Written by Leslie Swartz

The museum's China program started out by offering teacher workshops and recommended curricula, some of which museum staff developed. Beginning in 1978, in my role as HEAP's China specialist, I organized a variety of conferences, workshops, and seminars at the museum. Harvard faculty gave lectures, and TCM staff translated the content into practical, highly engaging school curriculum activities. This is what teachers and students needed—and still need. It was (and is) unrealistic to think that teachers who had received no education about Asia (or many other parts of the world) could listen to some lectures and then feel equipped to impart this wisdom to students in meaningful ways. The model agenda of museum workshops and conferences—mixing in-depth background knowledge with the take-home lessons—begun in the late 1970s remains much appreciated to this day. Teachers find workshops intellectually stimulating, highly practical, and personally enjoyable.

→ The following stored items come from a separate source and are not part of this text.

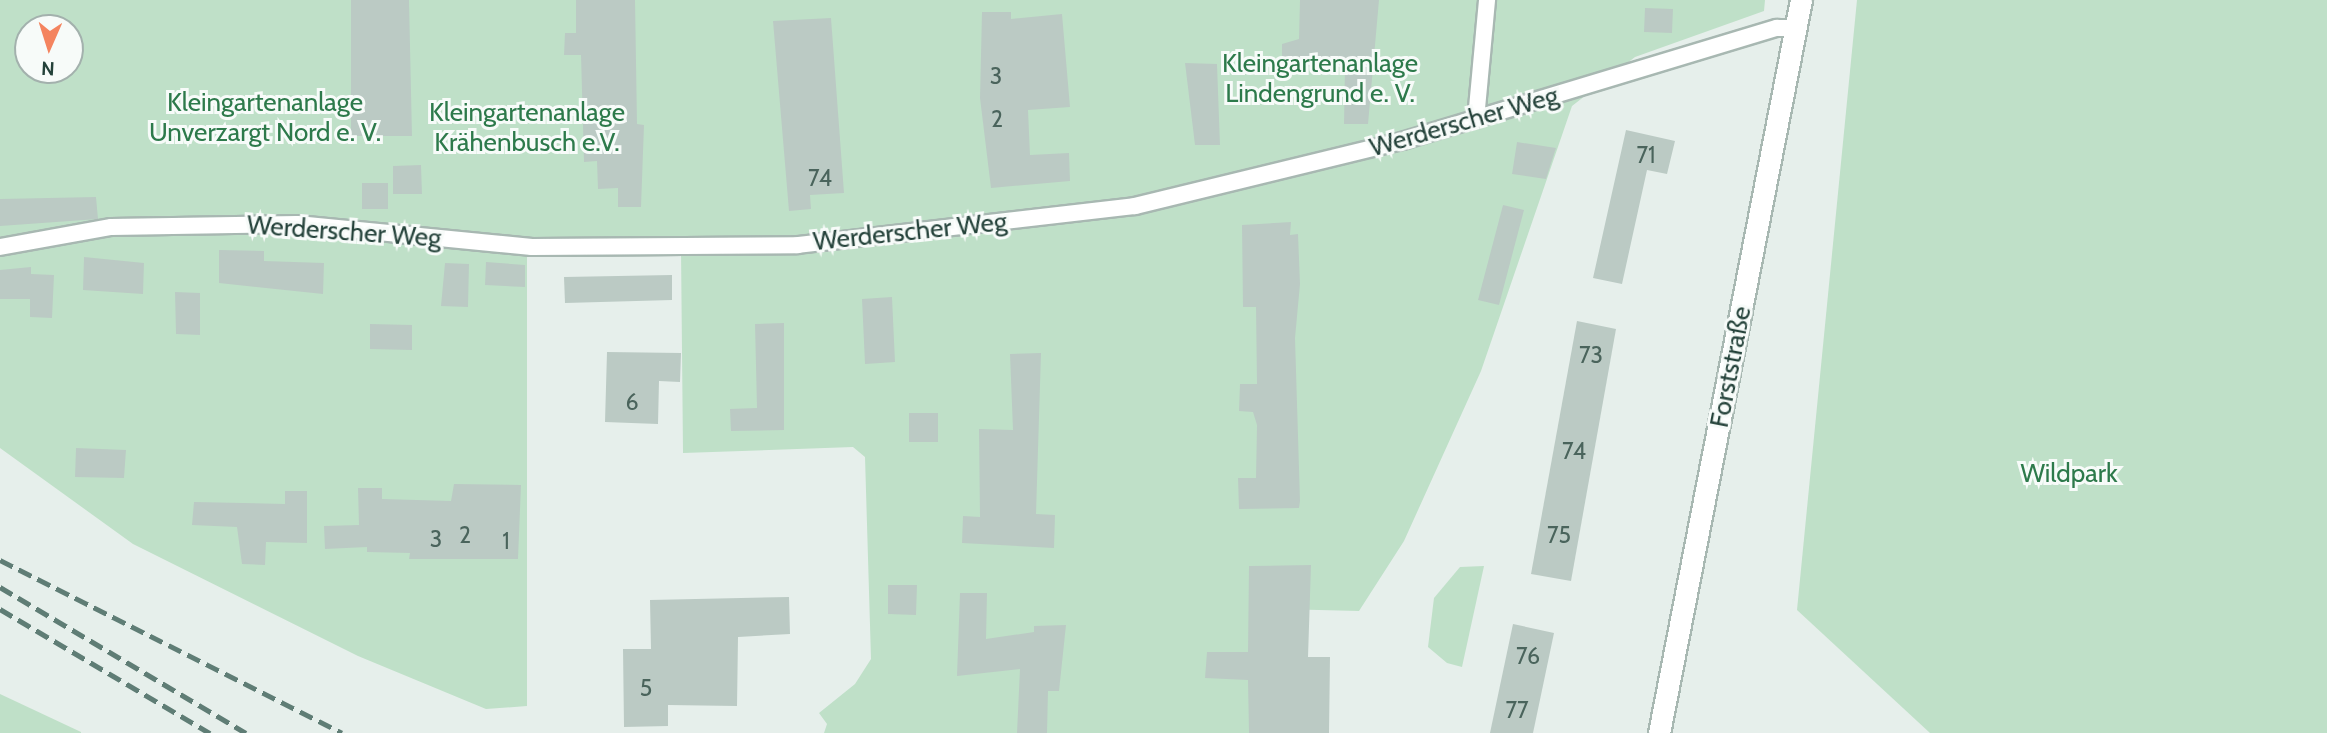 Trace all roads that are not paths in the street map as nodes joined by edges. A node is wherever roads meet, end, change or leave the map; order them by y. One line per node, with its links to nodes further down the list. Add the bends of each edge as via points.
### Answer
1 (1488, 0): 4 (lane)
2 (1801, 0): 3 (street, Forststraße)
3 (1797, 28): 4 (lane, Werderscher Weg, via 1777,28); 6 (street, Forststraße)
4 (1476, 119): 5 (lane, Werderscher Weg, via 1135,206 798,245 532,247 297,224 111,227)
5 (0, 247)
6 (1660, 733)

Like TCM programs on any topic, the Asian curriculum conveys solid information through authentic activities. Lessons grab kids' attention immediately and draw them into meaningful learning. In one class period on Chinese calligraphy, for example, I could introduce the history and evolution of the Chinese written language, teach students how to write numbers in Chinese, and by the end of class, they would be able to write their phone numbers in Chinese. This simple but powerful experience changed how kids looked at one specific foreign script. Characters that at one time seemed exotic and downright unknowable became accessible, hopefully opening the doors to new ways of thinking about and accessing other and larger cultural differences as well.

The final ingredient that made the HEAP workshops valuable was museum staff's direct personal experiences in two Asian cultures: Leslie Bedford had spent time in Japan and I had visited and studied in China. My first visit to China in 1976 increased my legitimacy as an authority on the country. I was among the first 10,000 Americans to visit China since the reopening of that country in the early 1970s. I visited with the US-China People's Friendship Association, a group highly friendly to China. My first-hand experience, resulting in a collection of slides and cultural artifacts, was easily converted into audiovisual materials for classroom use, which ultimately became part of the curriculum developed in the 1980s. The HEAP curriculum was widely incorporated into many school curricula and remained there until recent state and national curriculum standards and the testing movement created their own mandates.